### Records shown
*****
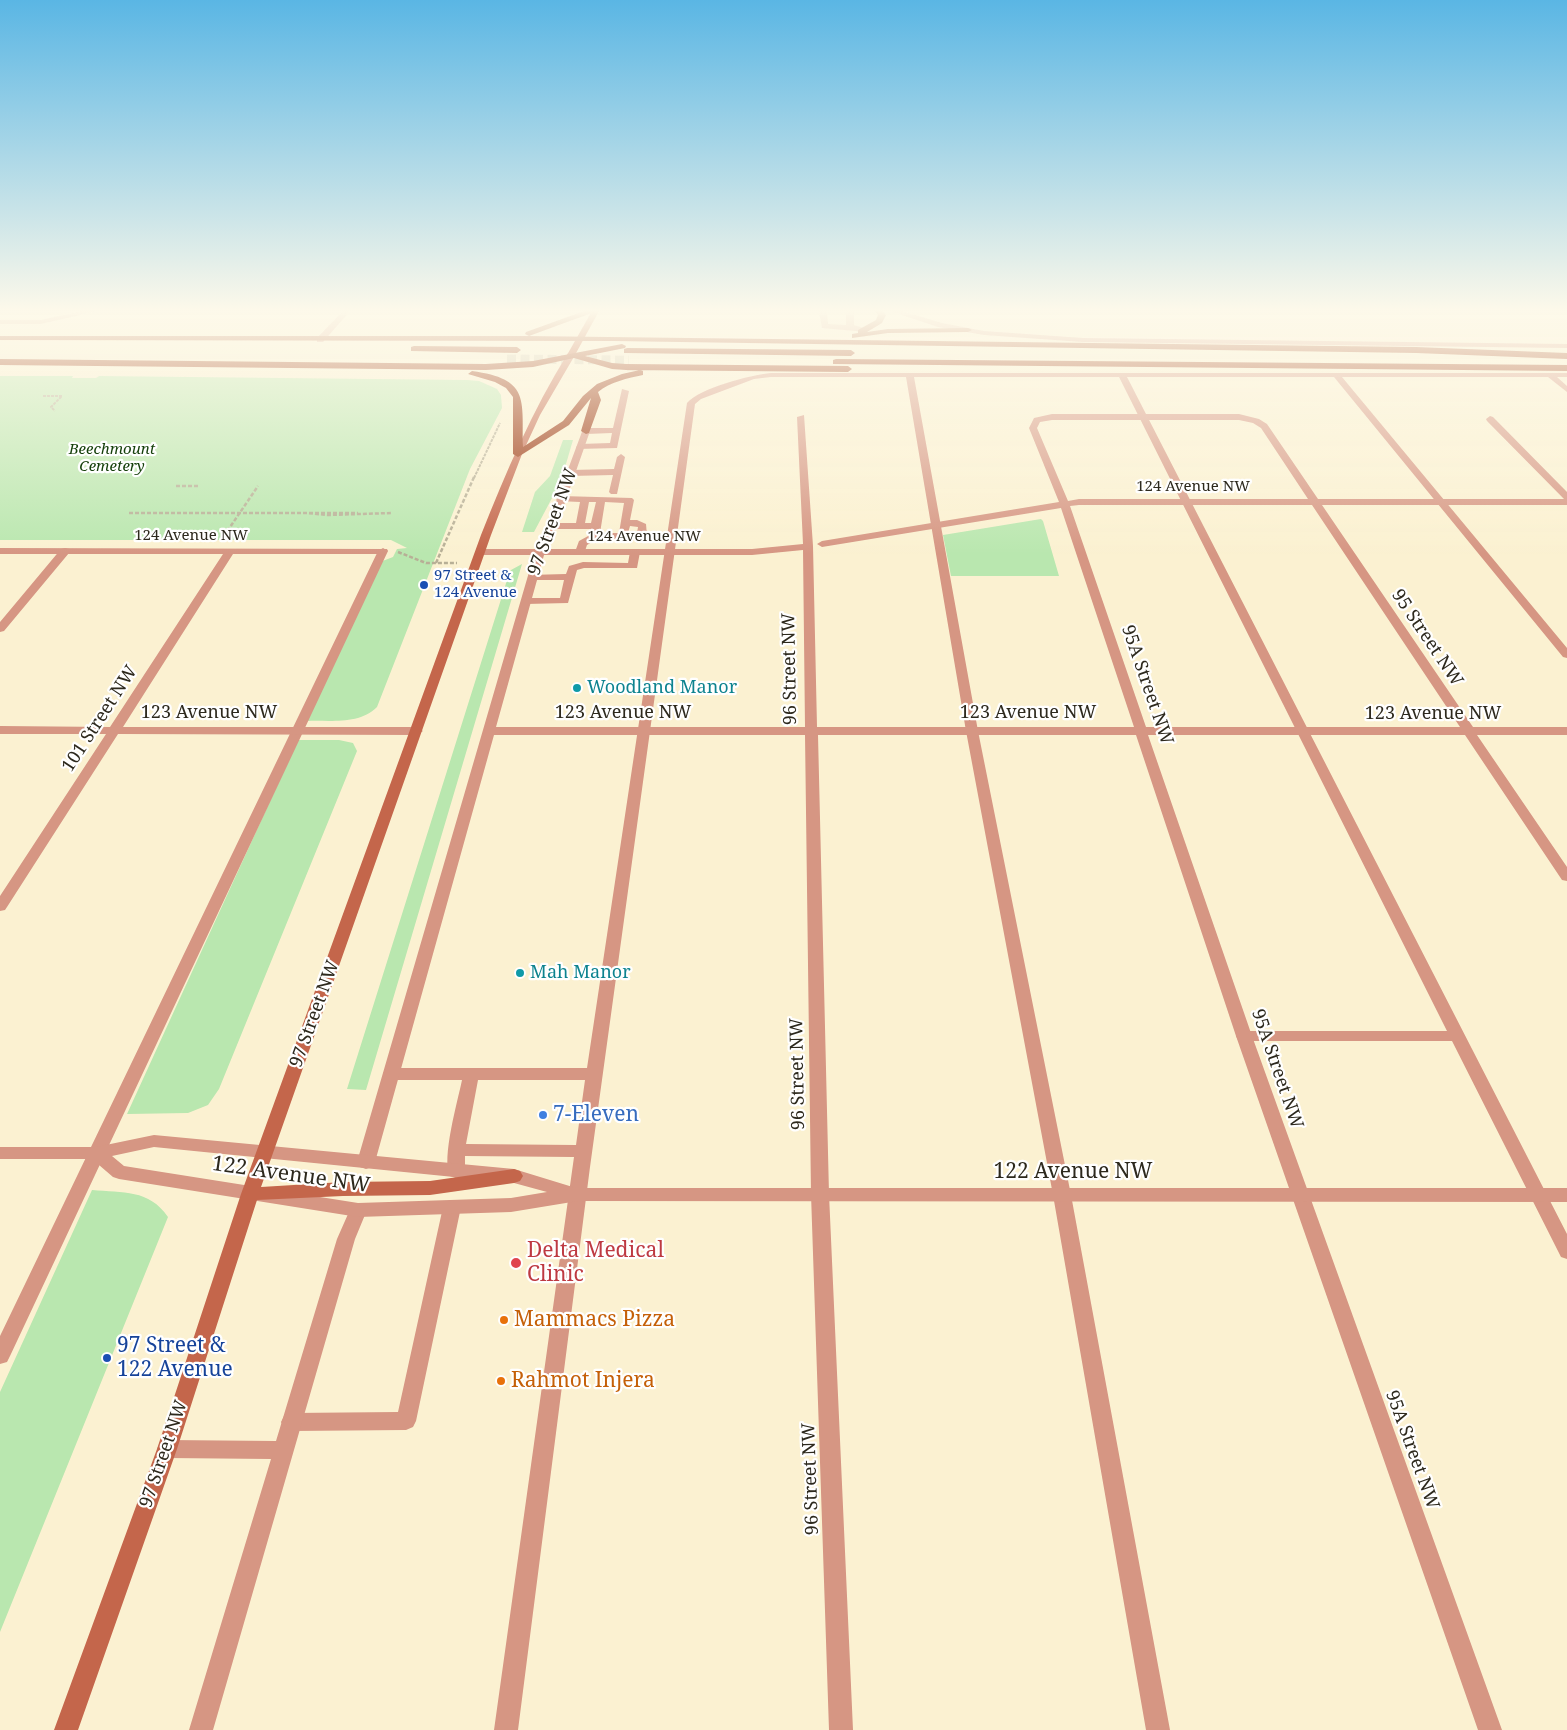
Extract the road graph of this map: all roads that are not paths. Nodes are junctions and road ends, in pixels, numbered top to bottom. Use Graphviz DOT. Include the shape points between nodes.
graph roads {
  1 [pos="593,391"];
  2 [pos="514,392"];
  3 [pos="550,392"];
  4 [pos="625,392"];
  5 [pos="714,392"];
  6 [pos="913,392"];
  7 [pos="1130,392"];
  8 [pos="1350,392"];
  9 [pos="801,417"];
  10 [pos="1143,417"];
  11 [pos="1490,419"];
  12 [pos="617,430"];
  13 [pos="586,431"];
  14 [pos="580,447"];
  15 [pos="518,454"];
  16 [pos="621,457"];
  17 [pos="618,472"];
  18 [pos="571,473"];
  19 [pos="614,492"];
  20 [pos="1567,497"];
  21 [pos="561,499"];
  22 [pos="586,500"];
  23 [pos="602,500"];
  24 [pos="1185,501"];
  25 [pos="1315,501"];
  26 [pos="1441,501"];
  27 [pos="1567,502"];
  28 [pos="1064,504"];
  29 [pos="625,523"];
  30 [pos="552,526"];
  31 [pos="580,526"];
  32 [pos="936,526"];
  33 [pos="595,531"];
  34 [pos="623,536"];
  35 [pos="642,536"];
  36 [pos="813,547"];
  37 [pos="0,551"];
  38 [pos="65,551"];
  39 [pos="230,551"];
  40 [pos="383,551"];
  41 [pos="480,552"];
  42 [pos="540,552"];
  43 [pos="580,552"];
  44 [pos="640,552"];
  45 [pos="670,552"];
  46 [pos="533,577"];
  47 [pos="570,577"];
  48 [pos="526,602"];
  49 [pos="0,629"];
  50 [pos="1567,655"];
  51 [pos="0,730"];
  52 [pos="113,730"];
  53 [pos="811,730"];
  54 [pos="1141,730"];
  55 [pos="298,731"];
  56 [pos="417,731"];
  57 [pos="490,731"];
  58 [pos="644,731"];
  59 [pos="972,731"];
  60 [pos="1302,731"];
  61 [pos="1469,731"];
  62 [pos="1567,732"];
  63 [pos="1567,877"];
  64 [pos="0,907"];
  65 [pos="1244,1036"];
  66 [pos="1456,1036"];
  67 [pos="392,1074"];
  68 [pos="471,1074"];
  69 [pos="595,1074"];
  70 [pos="456,1150"];
  71 [pos="584,1151"];
  72 [pos="266,1152"];
  73 [pos="0,1153"];
  74 [pos="96,1153"];
  75 [pos="366,1162"];
  76 [pos="456,1170"];
  77 [pos="514,1176"];
  78 [pos="250,1194"];
  79 [pos="578,1194"];
  80 [pos="820,1194"];
  81 [pos="1062,1194"];
  82 [pos="1538,1194"];
  83 [pos="1567,1194"];
  84 [pos="1300,1196"];
  85 [pos="452,1207"];
  86 [pos="358,1210"];
  87 [pos="1567,1252"];
  88 [pos="0,1356"];
  89 [pos="291,1422"];
  90 [pos="167,1449"];
  91 [pos="284,1450"];
  92 [pos="66,1730"];
  93 [pos="201,1730"];
  94 [pos="506,1730"];
  95 [pos="841,1730"];
  96 [pos="1158,1730"];
  97 [pos="1490,1730"];
  1 -- 13 [label="highway" via="596,400"];
  1 -- 15 [label="highway" via="566,423"];
  2 -- 15 [label="highway" via="518,397"];
  3 -- 15 [label="main road, 97 Street NW"];
  4 -- 12 [label="street"];
  5 -- 45 [label="street" via="691,403"];
  6 -- 32 [label="street"];
  7 -- 10 [label="street"];
  8 -- 26 [label="street"];
  9 -- 36 [label="street, 96 Street NW"];
  10 -- 24 [label="street"];
  10 -- 25 [label="street, 95 Street NW" via="1239,417 1256,421 1264,426"];
  10 -- 28 [label="street, 95A Street NW" via="1052,417 1037,420 1033,428"];
  11 -- 20 [label="street"];
  12 -- 13 [label="street"];
  12 -- 14 [label="street" via="614,446"];
  13 -- 14 [label="street, 97 Street NW"];
  14 -- 18 [label="street, 97 Street NW"];
  15 -- 41 [label="main road, 97 Street NW"];
  16 -- 17 [label="street"];
  17 -- 18 [label="street"];
  17 -- 19 [label="street"];
  18 -- 21 [label="street, 97 Street NW"];
  21 -- 22 [label="street"];
  21 -- 30 [label="street, 97 Street NW"];
  22 -- 23 [label="street"];
  22 -- 31 [label="street"];
  23 -- 29 [label="street" via="629,500"];
  23 -- 33 [label="street"];
  24 -- 25 [label="street, 124 Avenue NW"];
  24 -- 28 [label="street, 124 Avenue NW"];
  24 -- 60 [label="street"];
  25 -- 26 [label="street, 124 Avenue NW"];
  25 -- 61 [label="street, 95 Street NW"];
  26 -- 27 [label="street, 124 Avenue NW"];
  26 -- 50 [label="street"];
  28 -- 32 [label="street, 124 Avenue NW"];
  28 -- 54 [label="street, 95A Street NW"];
  29 -- 34 [label="street"];
  29 -- 35 [label="street" via="643,526"];
  30 -- 31 [label="street"];
  30 -- 42 [label="street, 97 Street NW"];
  31 -- 33 [label="street"];
  32 -- 36 [label="street, 124 Avenue NW"];
  32 -- 59 [label="street"];
  33 -- 34 [label="street"];
  33 -- 43 [label="street" via="582,543"];
  34 -- 35 [label="street"];
  35 -- 44 [label="street" via="646,542"];
  36 -- 45 [label="street, 124 Avenue NW" via="752,552"];
  36 -- 53 [label="street, 96 Street NW"];
  37 -- 38 [label="street, 124 Avenue NW"];
  38 -- 39 [label="street, 124 Avenue NW"];
  38 -- 49 [label="street"];
  39 -- 40 [label="street, 124 Avenue NW"];
  39 -- 52 [label="street, 101 Street NW"];
  40 -- 55 [label="street"];
  41 -- 42 [label="street, 124 Avenue NW"];
  41 -- 56 [label="main road, 97 Street NW"];
  42 -- 43 [label="street, 124 Avenue NW"];
  42 -- 46 [label="street, 97 Street NW"];
  43 -- 44 [label="street, 124 Avenue NW"];
  44 -- 45 [label="street, 124 Avenue NW"];
  44 -- 47 [label="street" via="633,566 583,565 572,568"];
  45 -- 58 [label="street"];
  46 -- 47 [label="street"];
  46 -- 48 [label="street, 97 Street NW"];
  47 -- 48 [label="street" via="564,602"];
  48 -- 57 [label="street, 97 Street NW"];
  51 -- 52 [label="street, 123 Avenue NW"];
  52 -- 55 [label="street, 123 Avenue NW"];
  52 -- 64 [label="street, 101 Street NW"];
  53 -- 58 [label="street, 123 Avenue NW"];
  53 -- 59 [label="street, 123 Avenue NW"];
  53 -- 80 [label="street, 96 Street NW"];
  54 -- 59 [label="street, 123 Avenue NW"];
  54 -- 60 [label="street, 123 Avenue NW"];
  54 -- 65 [label="street, 95A Street NW"];
  55 -- 56 [label="street, 123 Avenue NW"];
  55 -- 74 [label="street"];
  56 -- 72 [label="main road, 97 Street NW"];
  57 -- 58 [label="street, 123 Avenue NW"];
  57 -- 67 [label="street, 97 Street NW"];
  58 -- 69 [label="street"];
  59 -- 81 [label="street"];
  60 -- 61 [label="street, 123 Avenue NW"];
  60 -- 66 [label="street"];
  61 -- 62 [label="street, 123 Avenue NW"];
  61 -- 63 [label="street, 95 Street NW"];
  65 -- 66 [label="street"];
  65 -- 84 [label="street, 95A Street NW"];
  66 -- 82 [label="street"];
  67 -- 68 [label="street"];
  67 -- 75 [label="street, 97 Street NW"];
  68 -- 69 [label="street"];
  68 -- 70 [label="street"];
  69 -- 71 [label="street"];
  70 -- 71 [label="street"];
  70 -- 76 [label="street"];
  71 -- 79 [label="street"];
  72 -- 74 [label="street, 122 Avenue NW" via="154,1141"];
  72 -- 75 [label="street, 122 Avenue NW"];
  72 -- 78 [label="main road, 97 Street NW"];
  73 -- 74 [label="street, 122 Avenue NW"];
  74 -- 78 [label="street, 122 Avenue NW" via="119,1172"];
  74 -- 88 [label="street"];
  75 -- 76 [label="street, 122 Avenue NW"];
  76 -- 77 [label="street, 122 Avenue NW"];
  77 -- 78 [label="main road" via="430,1188"];
  77 -- 79 [label="street, 122 Avenue NW"];
  78 -- 86 [label="street, 122 Avenue NW"];
  78 -- 90 [label="main road, 97 Street NW"];
  79 -- 80 [label="street, 122 Avenue NW"];
  79 -- 85 [label="street, 122 Avenue NW" via="511,1205"];
  79 -- 94 [label="street"];
  80 -- 81 [label="street, 122 Avenue NW"];
  80 -- 95 [label="street, 96 Street NW"];
  81 -- 84 [label="street, 122 Avenue NW"];
  81 -- 96 [label="street"];
  82 -- 83 [label="street, 122 Avenue NW"];
  82 -- 84 [label="street, 122 Avenue NW"];
  82 -- 87 [label="street"];
  84 -- 97 [label="street, 95A Street NW"];
  85 -- 86 [label="street, 122 Avenue NW"];
  85 -- 89 [label="street" via="406,1422"];
  86 -- 89 [label="street" via="346,1239"];
  89 -- 91 [label="street"];
  90 -- 91 [label="street"];
  90 -- 92 [label="main road, 97 Street NW"];
  91 -- 93 [label="street"];
}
*****
### Instructions to follow
Copy each line of the listing above that includes the word "graph".

### Exercise answer
Extract the road graph of this map: all roads that are not paths. Nodes are junctions and road ends, in pixels, numbered top to bottom. Use Graphviz DOT. Include the shape points between nodes.
graph roads {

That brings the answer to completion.